Showing predicted segmentation

MA_CASANDRA_QUILANG · January 11, 2021, 11:52am

Hi. I am trying to compare the original image, the ground truth mask and the predicted mask by displaying them. However, I am entirely new to this and I would like to ask for anyone’s opinion if am I doing it right. Here is my prediction script:

def test(model):
  model.eval
  correct = 0
  total = 0

  with torch.no_grad():
      for i in tqdm(range(len(img_test))):

          
          real_class = mask_test[i]
          net_out = model(img_test[i].view(-1, 3, 448, 448))[0]
          _,predicted_class = torch.max(net_out, 0)
          
          prediction = predicted_class.eq(mask_test[i])

          
          plt.figure(figsize=(22,8))
          plt.subplot(1, 3, 1)
          plt.imshow(real_class.detach().cpu().squeeze())
          plt.title('original mask')

          plt.subplot(1, 3, 2)
          plt.imshow(prediction.detach().cpu().squeeze())
          plt.title('predicted mask')

          plt.subplot(1, 3, 3)
          plt.imshow(img_test[i].view(-1, 448, 448, 3).detach().cpu().squeeze())
          plt.title('original image')

          break
          

      
test(model)

I am asking this because the ground truth and my predicted mask is almost identical, I fear it was just inverting colors.

MA_CASANDRA_QUILANG · January 11, 2021, 11:53am

by the way this are my results

user_123454321 · January 11, 2021, 12:16pm

The center image (predicted mask) shows that background is correctly segmented but the two objects are not since that part is equal to 0. Can you try plotting predicted_class directly ?

MA_CASANDRA_QUILANG · January 11, 2021, 12:31pm

Hi!

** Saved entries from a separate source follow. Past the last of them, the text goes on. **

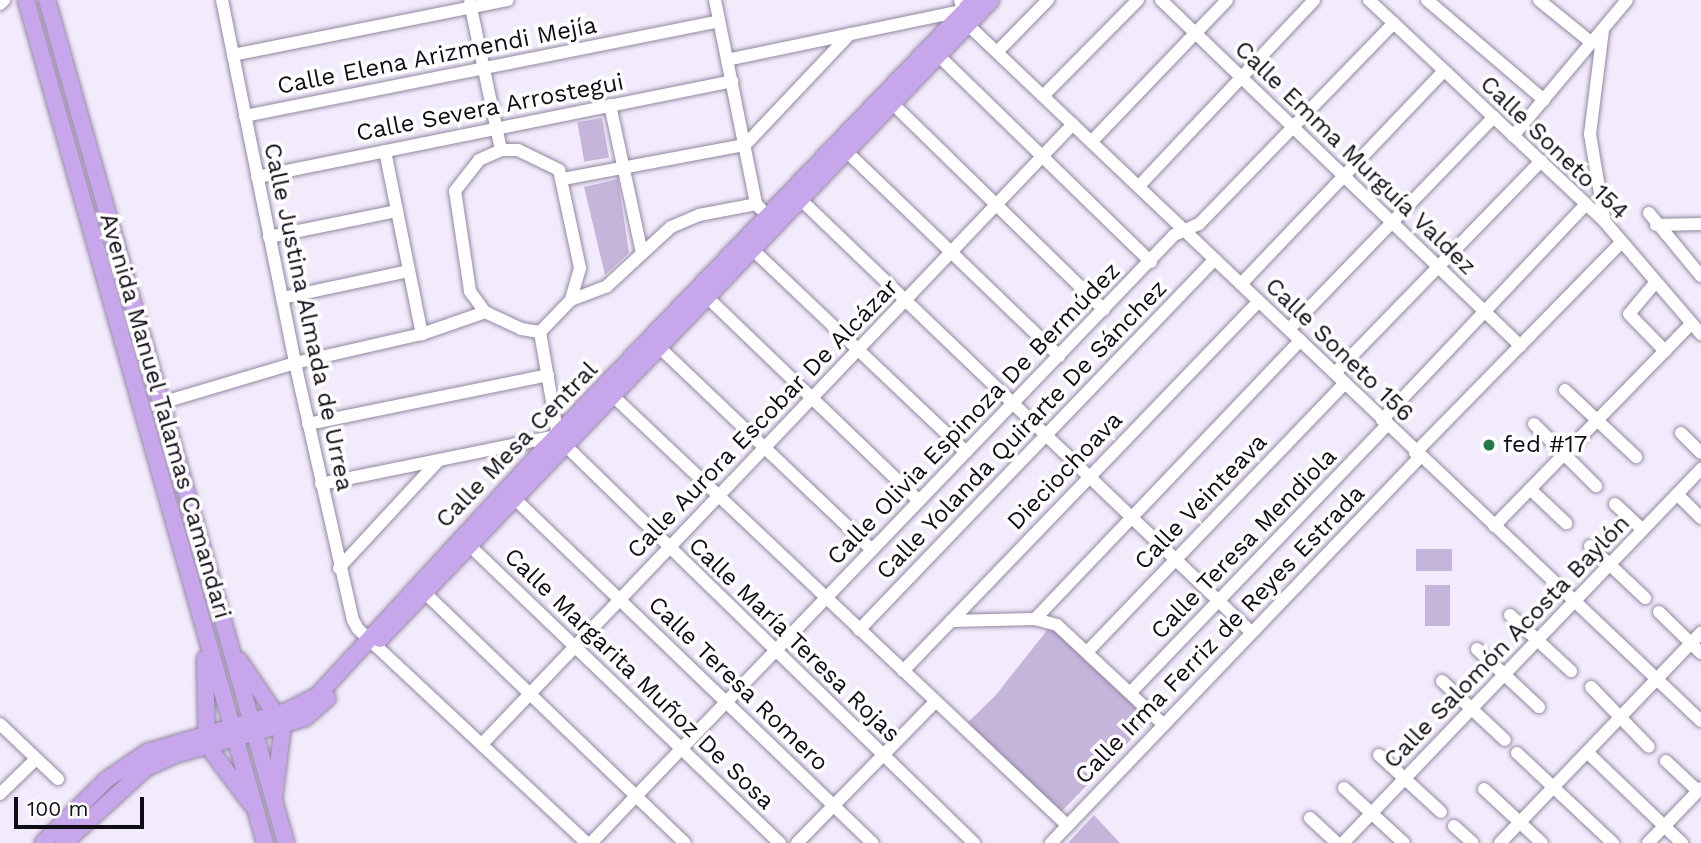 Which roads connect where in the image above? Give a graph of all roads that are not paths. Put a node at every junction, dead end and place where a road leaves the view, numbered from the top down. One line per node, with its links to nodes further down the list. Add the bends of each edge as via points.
1 (4, 0): 18 (street)
2 (26, 0): 98 (main road, Avenida Manuel Talamas Camandari)
3 (222, 0): 28 (street, Calle Justina Almada de Urrea)
4 (508, 0): 19 (street)
5 (715, 0): 21 (street)
6 (975, 0): 20 (main road, Calle Mesa Central)
7 (991, 0): 20 (main road, Calle Mesa Central)
8 (1048, 0): 27 (street)
9 (1138, 0): 35 (street)
10 (1161, 0): 25 (street, Calle Emma Murguía Valdez)
11 (1227, 0): 25 (street)
12 (1314, 0): 33 (street)
13 (1369, 0): 22 (street, Calle Soneto 154)
14 (1427, 0): 36 (street)
15 (1539, 0): 26 (street)
16 (1627, 0): 23 (street)
17 (48, 3): 107 (main road, Avenida Manuel Talamas Camandari)
18 (0, 4)
19 (471, 4): 28 (street); 31 (street)
20 (963, 12): 24 (street); 27 (street, Calle Soneto 156); 29 (main road, Calle Mesa Central); 62 (main road, Calle Mesa Central)
21 (719, 21): 30 (street); 31 (street, Calle Elena Arizmendi Mejía)
22 (1394, 23): 32 (street, Calle Soneto 154); 42 (street, Calle Olivia Espinoza De Bermúdez)
23 (1603, 30): 26 (street); 64 (street, via 1590,134)
24 (850, 34): 30 (street); 46 (street)
25 (1197, 34): 33 (street, Calle Emma Murguía Valdez); 45 (street)
26 (1592, 43): 36 (street)
27 (997, 52): 35 (street, Calle Soneto 156)
28 (233, 55): 39 (street, Calle Justina Almada de Urrea)
29 (938, 55): 37 (main road, Calle Mesa Central); 50 (street)
30 (727, 60): 34 (street)
31 (484, 69): 39 (street, Calle Elena Arizmendi Mejía); 43 (street)
32 (1444, 71): 40 (street, Calle Soneto 154); 55 (street)
33 (1242, 77): 42 (street, Calle Emma Murguía Valdez); 56 (street)
34 (732, 81): 38 (street, Calle Severa Arrostegui); 46 (street)
35 (1043, 96): 41 (street, Calle Soneto 156)
36 (1544, 100): 44 (street)
37 (892, 103): 49 (main road, Calle Mesa Central); 59 (street)
38 (610, 105): 43 (street, Calle Severa Arrostegui); 52 (street)
39 (245, 116): 53 (street, Calle Justina Almada de Urrea)
40 (1494, 117): 44 (street, Calle Soneto 154); 63 (street)
41 (1073, 124): 45 (street, Calle Soneto 156); 50 (street, Calle Aurora Escobar De Alcázar)
42 (1292, 127): 55 (street, Calle Emma Murguía Valdez); 67 (street, Calle Olivia Espinoza De Bermúdez)
43 (497, 131): 47 (street, Calle Severa Arrostegui); 48 (street)
44 (1513, 136): 51 (street, Calle Soneto 154)
45 (1091, 141): 56 (street, Calle Soneto 156)
46 (744, 145): 52 (street); 62 (street)
47 (384, 150): 53 (street, Calle Severa Arrostegui); 60 (street)
48 (501, 150): 54 (street, via 518,150 552,163); 86 (street, via 479,160 455,191 470,291)
49 (846, 151): 57 (main road, Calle Mesa Central); 72 (street)
50 (1041, 157): 59 (street, Calle Aurora Escobar De Alcázar); 74 (street)
51 (1541, 161): 58 (street, Calle Soneto 154); 75 (street)
52 (624, 167): 54 (street); 71 (street)
53 (257, 177): 68 (street, Calle Justina Almada de Urrea)
54 (563, 178): 82 (street, via 580,268)
55 (1347, 178): 63 (street, Calle Emma Murguía Valdez); 79 (street)
56 (1139, 186): 67 (street, Calle Soneto 156)
57 (800, 199): 62 (main road, Calle Mesa Central); 83 (street)
58 (1586, 204): 64 (street, Calle Soneto 154); 87 (street, Calle Teresa Mendiola)
59 (995, 206): 72 (street, Calle Aurora Escobar De Alcázar); 85 (street)
60 (397, 211): 68 (street); 76 (street)
61 (1649, 213): 66 (street)
62 (767, 215): 70 (main road, Calle Mesa Central); 71 (street, via 684,219); 115 (main road, Calle Mesa Central)
63 (1392, 222): 75 (street, Calle Emma Murguía Valdez); 89 (street)
64 (1605, 222): 69 (street, Calle Soneto 154)
65 (1701, 224): 66 (street)
66 (1656, 225): 77 (street)
67 (1187, 232): 73 (street, Calle Soneto 156); 74 (street, Calle Olivia Espinoza De Bermúdez, via 1174,235)
68 (269, 237): 81 (street, Calle Justina Almada de Urrea)
69 (1621, 243): 78 (street, Calle Soneto 154); 95 (street)
70 (752, 249): 80 (main road, Calle Mesa Central); 96 (street)
71 (642, 253): 82 (street, via 607,286)
72 (951, 253): 83 (street, Calle Aurora Escobar De Alcázar); 99 (street)
73 (1215, 260): 79 (street, Calle Soneto 156); 113 (street, Calle Yolanda Quirarte De Sánchez)
74 (1151, 262): 85 (street, Calle Olivia Espinoza De Bermúdez)
75 (1439, 267): 87 (street, Calle Emma Murguía Valdez); 101 (street)
76 (409, 271): 81 (street); 91 (street)
77 (1701, 276)
78 (1655, 283): 88 (street, Calle Soneto 154); 97 (street, via 1629,314)
79 (1241, 284): 84 (street, Calle Soneto 156)
80 (707, 297): 94 (main road, Calle Mesa Central); 106 (street)
81 (282, 298): 100 (street, Calle Justina Almada de Urrea)
82 (571, 300): 90 (street)
83 (904, 301): 96 (street, Calle Aurora Escobar De Alcázar); 108 (street)
84 (1259, 301): 89 (street, Calle Soneto 156); 124 (street, Dieciochoava)
85 (1104, 310): 99 (street, Calle Olivia Espinoza De Bermúdez)
86 (485, 312): 90 (street, via 521,329); 91 (street)
87 (1485, 313): 95 (street, Calle Emma Murguía Valdez); 110 (street, Calle Teresa Mendiola)
88 (1691, 324): 92 (street, Calle Soneto 154); 97 (street)
89 (1289, 329): 93 (street, Calle Soneto 156)
90 (540, 332): 102 (street)
91 (422, 334): 100 (street)
92 (1701, 334)
93 (1301, 340): 101 (street, Calle Soneto 156); 133 (street)
94 (659, 346): 105 (main road, Calle Mesa Central); 116 (street)
95 (1520, 346): 120 (street)
96 (859, 349): 106 (street, Calle Aurora Escobar De Alcázar); 117 (street)
97 (1665, 351): 109 (street)
98 (125, 354): 107 (main road, via 144,396); 159 (main road, Avenida Manuel Talamas Camandari)
99 (1059, 356): 108 (street, Calle Olivia Espinoza De Bermúdez)
100 (295, 362): 107 (street); 111 (street, Calle Justina Almada de Urrea)
101 (1335, 373): 103 (street, Calle Soneto 156)
102 (548, 375): 111 (street); 115 (street)
103 (1345, 383): 110 (street, Calle Soneto 156); 142 (street, Calle Veinteava)
104 (1565, 390): 109 (street)
105 (612, 395): 115 (main road, Calle Mesa Central); 129 (street)
106 (812, 398): 116 (street, Calle Aurora Escobar De Alcázar); 131 (street)
107 (161, 403): 157 (main road, Avenida Manuel Talamas Camandari)
108 (1012, 403): 113 (street); 117 (street, Calle Olivia Espinoza De Bermúdez)
109 (1598, 419): 119 (street); 121 (street)
110 (1384, 422): 120 (street, Calle Soneto 156); 149 (street, Calle Teresa Mendiola)
111 (308, 424): 125 (street, Calle Justina Almada de Urrea)
112 (1534, 424): 119 (street)
113 (1046, 433): 124 (street); 155 (street, Calle Yolanda Quirarte De Sánchez)
114 (1681, 433): 118 (street)
115 (561, 440): 122 (street); 130 (main road, Calle Mesa Central); 140 (street, Calle María Teresa Rojas); 160 (main road, Calle Mesa Central)
116 (766, 447): 129 (street, Calle Aurora Escobar De Alcázar); 141 (street)
117 (966, 452): 131 (street, Calle Olivia Espinoza De Bermúdez)
118 (1701, 453)
119 (1564, 454): 126 (street); 127 (street)
120 (1418, 455): 136 (street, Calle Soneto 156); 156 (street, Calle Irma Ferriz de Reyes Estrada)
121 (1636, 457)
122 (438, 461): 125 (street); 144 (street)
123 (1701, 469): 128 (street, Calle Salomón Acosta Baylón)
124 (1089, 476): 133 (street); 154 (street, Dieciochoava)
125 (321, 484): 144 (street, Calle Justina Almada de Urrea)
126 (1596, 486)
127 (1530, 489): 135 (street); 136 (street)
128 (1677, 494): 134 (street); 137 (street, Calle Salomón Acosta Baylón)
129 (719, 496): 140 (street, Calle Aurora Escobar De Alcázar); 146 (street)
130 (514, 498): 138 (main road, Calle Mesa Central); 148 (street, Calle Teresa Romero)
131 (919, 501): 141 (street, Calle Olivia Espinoza De Bermúdez)
132 (1615, 504): 137 (street)
133 (1132, 518): 142 (street); 153 (street)
134 (1701, 518)
135 (1566, 523)
136 (1494, 526): 150 (street, Calle Soneto 156)
137 (1643, 530): 143 (street, Calle Salomón Acosta Baylón)
138 (469, 545): 145 (main road, Calle Mesa Central); 163 (street, Calle Margarita Muñoz De Sosa)
139 (1590, 546): 143 (street)
140 (668, 548): 148 (street, Calle Aurora Escobar De Alcázar); 165 (street, Calle María Teresa Rojas)
141 (872, 550): 146 (street, Calle Olivia Espinoza De Bermúdez)
142 (1175, 560): 149 (street); 166 (street, Calle Veinteava)
143 (1610, 564): 147 (street); 150 (street, Calle Salomón Acosta Baylón)
144 (339, 568): 160 (street, Calle Justina Almada de Urrea, via 354,620)
145 (424, 592): 160 (main road, Calle Mesa Central); 175 (street)
146 (825, 598): 155 (street); 165 (street, Calle Olivia Espinoza De Bermúdez)
147 (1644, 598)
148 (620, 599): 163 (street, Calle Aurora Escobar De Alcázar); 176 (street, Calle Teresa Romero)
149 (1217, 601): 156 (street); 174 (street, Calle Teresa Mendiola)
150 (1574, 601): 161 (street, Calle Salomón Acosta Baylón); 171 (street, Calle Soneto 156)
151 (1659, 612): 162 (street)
152 (1510, 615): 161 (street)
153 (1035, 619): 154 (street, Calle Irma Ferriz de Reyes Estrada); 166 (street, Calle Irma Ferriz de Reyes Estrada, via 1057,625)
154 (951, 621): 168 (street, Dieciochoava)
155 (859, 630): 168 (street)
156 (1251, 632): 184 (street, Calle Irma Ferriz de Reyes Estrada)
157 (225, 633): 181 (main road, via 244,671); 185 (main road, Avenida Manuel Talamas Camandari)
158 (1701, 633): 162 (street)
159 (205, 638): 186 (main road, Avenida Manuel Talamas Camandari); 187 (main road)
160 (371, 640): 181 (main road, Calle Mesa Central, via 317,696); 189 (street, Calle Justina Almada de Urrea)
161 (1537, 641): 169 (street); 170 (street, Calle Salomón Acosta Baylón)
162 (1691, 644): 167 (street); 171 (street)
163 (574, 647): 175 (street, Calle Aurora Escobar De Alcázar); 191 (street, Calle Margarita Muñoz De Sosa)
164 (1477, 649): 170 (street)
165 (775, 651): 176 (street, Calle Olivia Espinoza De Bermúdez); 194 (street, Calle María Teresa Rojas)
166 (1088, 651): 174 (street, Calle Irma Ferriz de Reyes Estrada)
167 (1701, 653)
168 (903, 671): 177 (street)
169 (1571, 671)
170 (1504, 675): 178 (street); 179 (street, Calle Salomón Acosta Baylón)
171 (1657, 679): 180 (street); 182 (street, Calle Soneto 156)
172 (1442, 681): 179 (street)
173 (1591, 687): 180 (street)
174 (1131, 692): 184 (street, Calle Irma Ferriz de Reyes Estrada)
175 (530, 694): 189 (street, Calle Aurora Escobar De Alcázar); 206 (street)
176 (726, 701): 191 (street, Calle Olivia Espinoza De Bermúdez); 208 (street, Calle Teresa Romero)
177 (935, 702): 194 (street); 214 (street)
178 (1539, 707)
179 (1472, 708): 188 (street); 200 (street, Calle Salomón Acosta Baylón)
180 (1620, 717): 190 (street); 192 (street)
181 (282, 719): 185 (main road, Calle Mesa Central); 207 (main road)
182 (1701, 721)
183 (0, 724): 196 (street)
184 (1164, 724): 214 (street, Calle Irma Ferriz de Reyes Estrada)
185 (251, 727): 186 (main road, Calle Mesa Central); 207 (main road, Avenida Manuel Talamas Camandari)
186 (232, 733): 187 (main road, Calle Mesa Central); 209 (main road, Avenida Manuel Talamas Camandari)
187 (206, 740): 198 (main road, Calle Mesa Central); 209 (main road)
188 (1505, 740)
189 (483, 743): 221 (street, Calle Justina Almada de Urrea)
190 (1649, 747)
191 (681, 748): 206 (street, Calle Olivia Espinoza De Bermúdez); 223 (street, Calle Margarita Muñoz De Sosa)
192 (1587, 752): 201 (street); 216 (street)
193 (1517, 753): 201 (street)
194 (883, 755): 208 (street); 226 (street, Calle María Teresa Rojas)
195 (1379, 755): 200 (street)
196 (36, 759): 199 (street); 205 (street)
197 (1666, 761): 204 (street)
198 (128, 771): 217 (main road, Calle Mesa Central); 218 (main road, Calle Mesa Central)
199 (58, 779)
200 (1404, 779): 210 (street); 211 (street, Calle Salomón Acosta Baylón)
201 (1554, 786): 213 (street); 234 (street)
202 (1344, 788): 211 (street)
203 (1484, 789): 213 (street)
204 (1700, 789): 216 (street)
205 (0, 794)
206 (636, 796): 221 (street, Calle Olivia Espinoza De Bermúdez); 222 (street)
207 (273, 803): 220 (main road, Avenida Manuel Talamas Camandari)
208 (834, 805): 224 (street); 225 (street, Calle Teresa Romero)
209 (254, 808): 219 (main road, Avenida Manuel Talamas Camandari)
210 (1441, 813)
211 (1371, 814): 229 (street, Calle Salomón Acosta Baylón); 230 (street)
212 (1310, 818): 228 (street)
213 (1520, 822): 232 (street); 233 (street)
214 (1068, 826): 227 (street, Calle Irma Ferriz de Reyes Estrada)
215 (1454, 826): 231 (street)
216 (1664, 826): 235 (street); 236 (street)
217 (43, 843)
218 (64, 843)
219 (265, 843)
220 (286, 843)
221 (589, 843)
222 (685, 843)
223 (780, 843)
224 (797, 843)
225 (873, 843)
226 (974, 843)
227 (1051, 843)
228 (1337, 843)
229 (1343, 843)
230 (1404, 843)
231 (1473, 843)
232 (1500, 843)
233 (1542, 843)
234 (1613, 843)
235 (1648, 843)
236 (1682, 843)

Thank you for replying. I dont understand why can you say that the two objects are not segmented correctly? is it because of the color?

user_123454321 · January 11, 2021, 12:57pm

Yes. I think the default cmap is viridis and when I print the values for 0 and 255 (note that pyplot rescales the array to have max become 255 and min become 0) I get

viridis = plt.cm.get_cmap('viridis', 12)
print(viridis(0), viridis(255))
(0.267004, 0.004874, 0.329415, 1.0) (0.993248, 0.906157, 0.143936, 1.0)

So, yellow is 255 and purple is 0, which could mean the purple part is wrongly segmented.

MA_CASANDRA_QUILANG · January 11, 2021, 1:04pm

Thank you for your help. Can you help me pinpoint where I might did something wrong for the objects inside be wrongly segmented?

user_123454321 · January 11, 2021, 1:05pm

Can you plot the predicted_class using

plt.subplot(1, 3, 2)
plt.imshow(predicted_class.detach().cpu().squeeze())
plt.title('predicted mask')

MA_CASANDRA_QUILANG · January 11, 2021, 1:10pm

I am saddened by this!

can you please help me figure out my mistake?

user_123454321 · January 11, 2021, 1:12pm

Hmmm…looks like the model has predicted everything as background. What kind of dice scores were you getting during training?

MA_CASANDRA_QUILANG · January 11, 2021, 1:18pm

For a detailed explanation on the project I am working I am goin to put all the details. I am currently working to develop a model that can hopefully take an RGB image containing garbage and outputs a segmented image (i am hoping to segment it according to the 60 categories I defined). I used Adam as the optimizer and cross-entropy as the loss_function. During training, (I tried 10 epoch at most), the lowest loss value I got was 0.14. This is my training script:

BATCH_SIZE = 4
EPOCHS = 3

def train(model):
  model.train()
  for epoch in range(EPOCHS):
      for i in tqdm(range(0, len(img_train), BATCH_SIZE)): 
          batch_img_train = img_train[i:i+BATCH_SIZE].view(-1, 3, 448, 448)
          batch_mask_train = mask_train[i:i+BATCH_SIZE].view(-1, 1, 448, 448)
        
          model.zero_grad()

          outputs = model(batch_img_train)
        
          loss = loss_function(outputs, batch_mask_train.squeeze(1).long())
          loss.backward()
          optimizer.step()    # Does the update

      print(f"Epoch: {epoch}. Loss: {loss}")
  
  return batch_img_train, batch_mask_train, outputs

train(model)

user_123454321 · January 11, 2021, 1:30pm

Hmmm, although the loss may seem small, but since the background class much more abundant, the model might have got away with predicting every pixel as background. Can you try using dice as both loss and as a metric ? Also, is the loss around 0.14 for validation too ?

MA_CASANDRA_QUILANG · January 11, 2021, 1:32pm

I may sound so dumb but I don’t understand what you with “using dice as both loss and as a metric”. Can you please help me understand that?

user_123454321 · January 12, 2021, 11:39am

There is something called dice loss (which is quite similar to F1-score but can also be soft to be differentiable) which is used regularly in semantic segmentation tasks. The dice score (or F1-score) can then also be used as a metric to evaluate one’s model on the validation set.

MA_CASANDRA_QUILANG · January 12, 2021, 11:45am

Thank your for your response. I’ve read about the problem that I currently have and according to the articles I’ve read, my network might have what they call “class imbalance”. The images in my dataset mostly contain small garbage only. How can I solve this kind of problem?

user_123454321 · January 12, 2021, 11:48am

Dice loss should help I think. If not you can try to ‘oversample’ by selecting patches of the ‘small garbage’ more often.

MA_CASANDRA_QUILANG · January 12, 2021, 11:49am

is dice loss the same with what they call IoU? and how do I oversample?

user_123454321 · January 12, 2021, 12:09pm

It is slightly different, while dice score (hard) is

2 * TP / (2 * TP + FP +FN)

IOU is

TP / (TP + FP + FN)

MA_CASANDRA_QUILANG · January 12, 2021, 12:10pm

What part of my code should I implement dice?

user_123454321 · January 12, 2021, 12:10pm

You can replace loss_function with cross_entropy plus dice loss.

MA_CASANDRA_QUILANG · January 12, 2021, 12:13pm

My loss function is already cross entropy. How do I incorporate dice loss with it?